INPUT MATERIAL Block Start

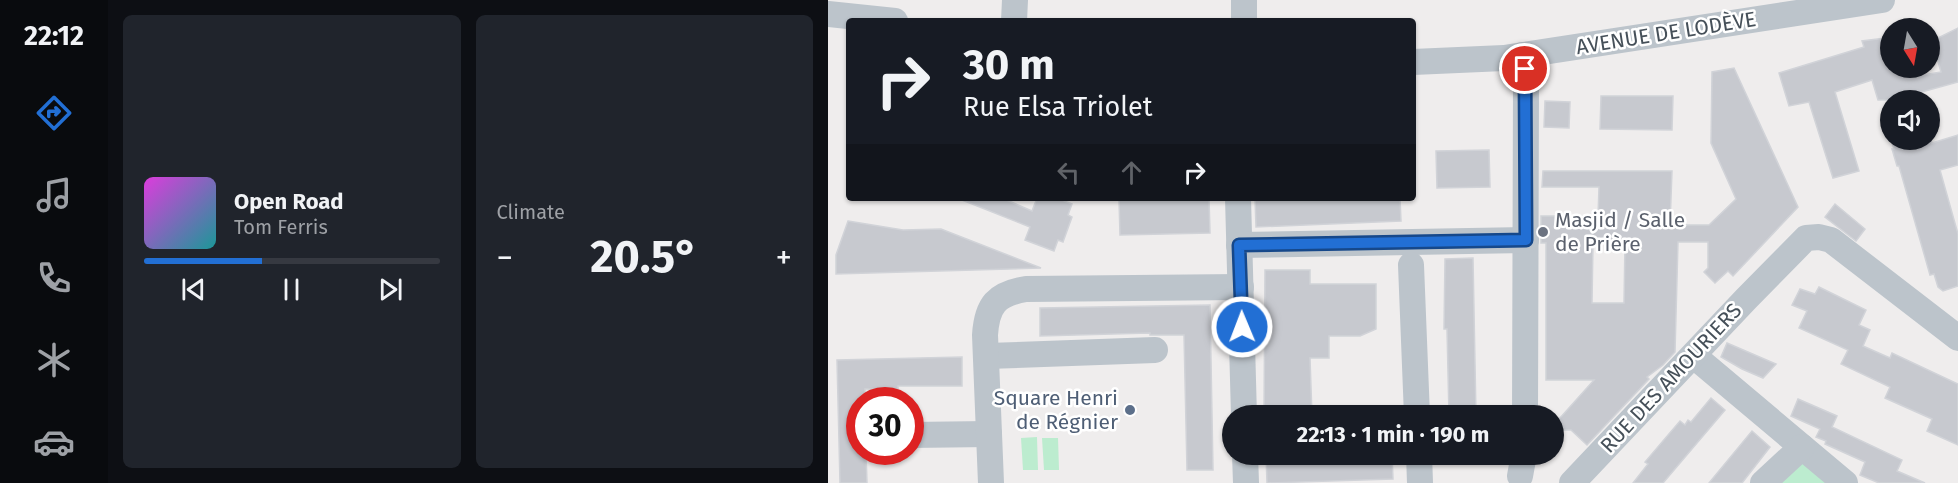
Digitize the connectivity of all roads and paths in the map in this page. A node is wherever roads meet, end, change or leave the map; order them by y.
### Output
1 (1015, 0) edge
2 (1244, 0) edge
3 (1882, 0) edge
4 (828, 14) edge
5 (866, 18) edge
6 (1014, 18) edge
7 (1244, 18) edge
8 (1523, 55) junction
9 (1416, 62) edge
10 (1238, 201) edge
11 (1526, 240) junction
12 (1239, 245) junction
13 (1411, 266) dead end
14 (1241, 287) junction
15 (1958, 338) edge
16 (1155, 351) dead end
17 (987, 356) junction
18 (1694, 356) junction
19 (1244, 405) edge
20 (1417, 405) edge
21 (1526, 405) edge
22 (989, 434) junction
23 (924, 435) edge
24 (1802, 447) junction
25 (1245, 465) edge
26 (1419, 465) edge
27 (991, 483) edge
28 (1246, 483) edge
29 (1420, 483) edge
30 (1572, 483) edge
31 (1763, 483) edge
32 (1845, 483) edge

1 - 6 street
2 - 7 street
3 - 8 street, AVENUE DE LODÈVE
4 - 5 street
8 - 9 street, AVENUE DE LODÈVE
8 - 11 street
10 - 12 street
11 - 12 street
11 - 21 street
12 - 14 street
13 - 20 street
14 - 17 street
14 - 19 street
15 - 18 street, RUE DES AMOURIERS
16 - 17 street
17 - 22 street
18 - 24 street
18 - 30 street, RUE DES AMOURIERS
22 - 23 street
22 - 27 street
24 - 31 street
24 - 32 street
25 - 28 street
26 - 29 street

INPUT MATERIAL Block End

> [WORK TO COMPLETE]
Repeat the material above precisely as it appears, omitting the images it contains.

> [RESULT]
Digitize the connectivity of all roads and paths in the map in this page. A node is wherever roads meet, end, change or leave the map; order them by y.
### Output
1 (1015, 0) edge
2 (1244, 0) edge
3 (1882, 0) edge
4 (828, 14) edge
5 (866, 18) edge
6 (1014, 18) edge
7 (1244, 18) edge
8 (1523, 55) junction
9 (1416, 62) edge
10 (1238, 201) edge
11 (1526, 240) junction
12 (1239, 245) junction
13 (1411, 266) dead end
14 (1241, 287) junction
15 (1958, 338) edge
16 (1155, 351) dead end
17 (987, 356) junction
18 (1694, 356) junction
19 (1244, 405) edge
20 (1417, 405) edge
21 (1526, 405) edge
22 (989, 434) junction
23 (924, 435) edge
24 (1802, 447) junction
25 (1245, 465) edge
26 (1419, 465) edge
27 (991, 483) edge
28 (1246, 483) edge
29 (1420, 483) edge
30 (1572, 483) edge
31 (1763, 483) edge
32 (1845, 483) edge

1 - 6 street
2 - 7 street
3 - 8 street, AVENUE DE LODÈVE
4 - 5 street
8 - 9 street, AVENUE DE LODÈVE
8 - 11 street
10 - 12 street
11 - 12 street
11 - 21 street
12 - 14 street
13 - 20 street
14 - 17 street
14 - 19 street
15 - 18 street, RUE DES AMOURIERS
16 - 17 street
17 - 22 street
18 - 24 street
18 - 30 street, RUE DES AMOURIERS
22 - 23 street
22 - 27 street
24 - 31 street
24 - 32 street
25 - 28 street
26 - 29 street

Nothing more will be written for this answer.